Days and nights are a blur in this place. Some days go on and on and seem to never end. Other days pass in the blink of an eye. I can’t even say how many days have passed since my last journal entry. I’ve been all around the walled town of Dreyton. A lot of important people died here recently. The town constable, Driscol. The leader of the undergound, Slaine. The old innkeeper, Angus. Even the former lord of the valley, Kormac. What’s interesting is that they were found the same way – headless in the forest. The people here swear it was Dullahan – the headless horseman.
They said Dullahan hunts down his victims with a spirit of vengeance. They say he rides a black horse with eyes of fire only in the darkest hours of night. That he carries his shriveled head under one arm and a whip made of a human spine in the other. They say there is no escaping him once his severed head calls your name. Sounds like a bunch of redneck superstition to me. But these people believe it fiercely. I didn’t get it at first. Even when I started hearing other stories – stories of banshees luring men to their deaths at the lake, bands of goblins kidnapping children, a mysterious clan of shapeshifters called the Pooka and battling bands of pixies and brownies. It wasn’t until I heard the word leprechaun that everything clicked into place. Fablemyr is full of the legends of Ireland. I don’t know how, I don’t know why, but it is. All the stories, the fables and folklore, the mythology of the Celts – it’s all alive in this place. Ireland’s legends are Fablemyr’s history.
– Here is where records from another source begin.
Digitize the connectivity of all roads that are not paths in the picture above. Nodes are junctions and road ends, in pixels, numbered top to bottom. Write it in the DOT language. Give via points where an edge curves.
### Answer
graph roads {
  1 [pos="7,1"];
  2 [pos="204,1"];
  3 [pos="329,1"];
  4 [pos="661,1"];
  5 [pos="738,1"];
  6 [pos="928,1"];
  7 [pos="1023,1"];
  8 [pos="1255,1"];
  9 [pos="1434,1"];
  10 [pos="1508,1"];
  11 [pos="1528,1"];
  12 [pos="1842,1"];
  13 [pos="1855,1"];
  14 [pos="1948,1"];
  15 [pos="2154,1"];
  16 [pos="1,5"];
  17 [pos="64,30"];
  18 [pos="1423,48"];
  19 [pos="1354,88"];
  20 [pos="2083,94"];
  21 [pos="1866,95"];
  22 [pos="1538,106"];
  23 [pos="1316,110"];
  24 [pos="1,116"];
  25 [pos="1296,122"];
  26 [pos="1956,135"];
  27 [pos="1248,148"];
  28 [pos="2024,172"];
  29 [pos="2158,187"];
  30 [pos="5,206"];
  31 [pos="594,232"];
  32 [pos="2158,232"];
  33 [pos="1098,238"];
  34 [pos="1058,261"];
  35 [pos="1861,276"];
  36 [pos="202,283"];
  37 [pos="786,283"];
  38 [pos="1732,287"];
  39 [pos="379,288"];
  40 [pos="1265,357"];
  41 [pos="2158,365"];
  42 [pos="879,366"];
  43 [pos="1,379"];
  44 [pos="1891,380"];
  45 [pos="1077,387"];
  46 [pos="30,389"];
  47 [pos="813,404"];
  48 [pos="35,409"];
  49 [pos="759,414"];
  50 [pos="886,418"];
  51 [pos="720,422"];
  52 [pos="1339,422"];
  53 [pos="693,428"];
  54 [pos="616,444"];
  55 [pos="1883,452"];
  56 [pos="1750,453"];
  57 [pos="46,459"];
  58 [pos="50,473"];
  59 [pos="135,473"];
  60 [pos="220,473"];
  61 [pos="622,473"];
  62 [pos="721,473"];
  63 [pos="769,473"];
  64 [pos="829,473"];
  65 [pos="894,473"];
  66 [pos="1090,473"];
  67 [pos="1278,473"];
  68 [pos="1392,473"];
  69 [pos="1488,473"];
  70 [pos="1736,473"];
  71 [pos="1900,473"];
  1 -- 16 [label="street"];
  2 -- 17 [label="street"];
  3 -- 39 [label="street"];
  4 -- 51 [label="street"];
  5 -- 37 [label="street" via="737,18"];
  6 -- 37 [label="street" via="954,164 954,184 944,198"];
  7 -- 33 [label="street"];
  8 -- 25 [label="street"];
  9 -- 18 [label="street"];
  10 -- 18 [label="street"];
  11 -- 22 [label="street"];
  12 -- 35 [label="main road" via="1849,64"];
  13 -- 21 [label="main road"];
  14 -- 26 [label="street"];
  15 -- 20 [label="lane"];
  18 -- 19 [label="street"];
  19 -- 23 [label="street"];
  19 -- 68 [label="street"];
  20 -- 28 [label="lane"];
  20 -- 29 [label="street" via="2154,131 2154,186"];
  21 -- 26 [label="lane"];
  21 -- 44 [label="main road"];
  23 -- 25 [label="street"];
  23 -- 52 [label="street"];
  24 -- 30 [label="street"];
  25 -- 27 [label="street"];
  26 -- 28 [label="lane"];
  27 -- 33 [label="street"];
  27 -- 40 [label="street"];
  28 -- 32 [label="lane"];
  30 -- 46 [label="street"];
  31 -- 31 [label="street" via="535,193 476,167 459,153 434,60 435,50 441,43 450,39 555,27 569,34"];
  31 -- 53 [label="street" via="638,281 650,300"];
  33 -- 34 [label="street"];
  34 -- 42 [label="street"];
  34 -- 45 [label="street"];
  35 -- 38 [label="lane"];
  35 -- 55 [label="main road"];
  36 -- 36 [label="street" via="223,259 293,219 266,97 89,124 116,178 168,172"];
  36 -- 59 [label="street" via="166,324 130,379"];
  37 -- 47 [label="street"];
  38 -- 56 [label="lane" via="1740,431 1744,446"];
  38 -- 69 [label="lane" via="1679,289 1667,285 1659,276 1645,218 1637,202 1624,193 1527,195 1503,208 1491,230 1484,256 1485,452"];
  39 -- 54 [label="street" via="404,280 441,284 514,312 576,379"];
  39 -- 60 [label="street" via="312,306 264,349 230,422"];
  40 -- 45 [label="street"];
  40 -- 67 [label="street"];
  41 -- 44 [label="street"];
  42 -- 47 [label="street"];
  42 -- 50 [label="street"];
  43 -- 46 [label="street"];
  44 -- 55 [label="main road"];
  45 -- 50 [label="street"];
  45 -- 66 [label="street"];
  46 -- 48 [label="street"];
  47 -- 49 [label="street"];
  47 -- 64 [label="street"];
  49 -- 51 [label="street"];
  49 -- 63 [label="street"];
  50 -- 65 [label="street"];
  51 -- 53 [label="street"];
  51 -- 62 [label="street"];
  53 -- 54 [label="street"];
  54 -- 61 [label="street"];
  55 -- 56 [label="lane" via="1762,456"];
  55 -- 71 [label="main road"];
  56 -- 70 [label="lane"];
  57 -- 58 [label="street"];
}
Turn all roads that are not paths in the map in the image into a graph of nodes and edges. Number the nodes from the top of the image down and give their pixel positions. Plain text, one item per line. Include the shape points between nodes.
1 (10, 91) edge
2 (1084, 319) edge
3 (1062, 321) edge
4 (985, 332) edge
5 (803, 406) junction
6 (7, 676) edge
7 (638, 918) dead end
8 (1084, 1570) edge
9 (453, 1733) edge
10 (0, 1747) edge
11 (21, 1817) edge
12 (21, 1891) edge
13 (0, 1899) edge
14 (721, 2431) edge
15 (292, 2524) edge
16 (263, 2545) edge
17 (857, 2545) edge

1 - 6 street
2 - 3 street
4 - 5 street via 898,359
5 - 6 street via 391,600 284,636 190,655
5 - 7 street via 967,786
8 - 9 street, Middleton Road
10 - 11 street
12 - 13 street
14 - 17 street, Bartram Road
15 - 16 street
This begs the question – if this one place is reflective of Ireland’s lore – what other places are linked to our world? How many are there? How vast is Akralon? How full of ancient tales and epic sagas?
And on another branch of thought – how many people from our world are here right now? How many people know about this place? And those who know – what have they done with this knowledge? What have they done in Akralon?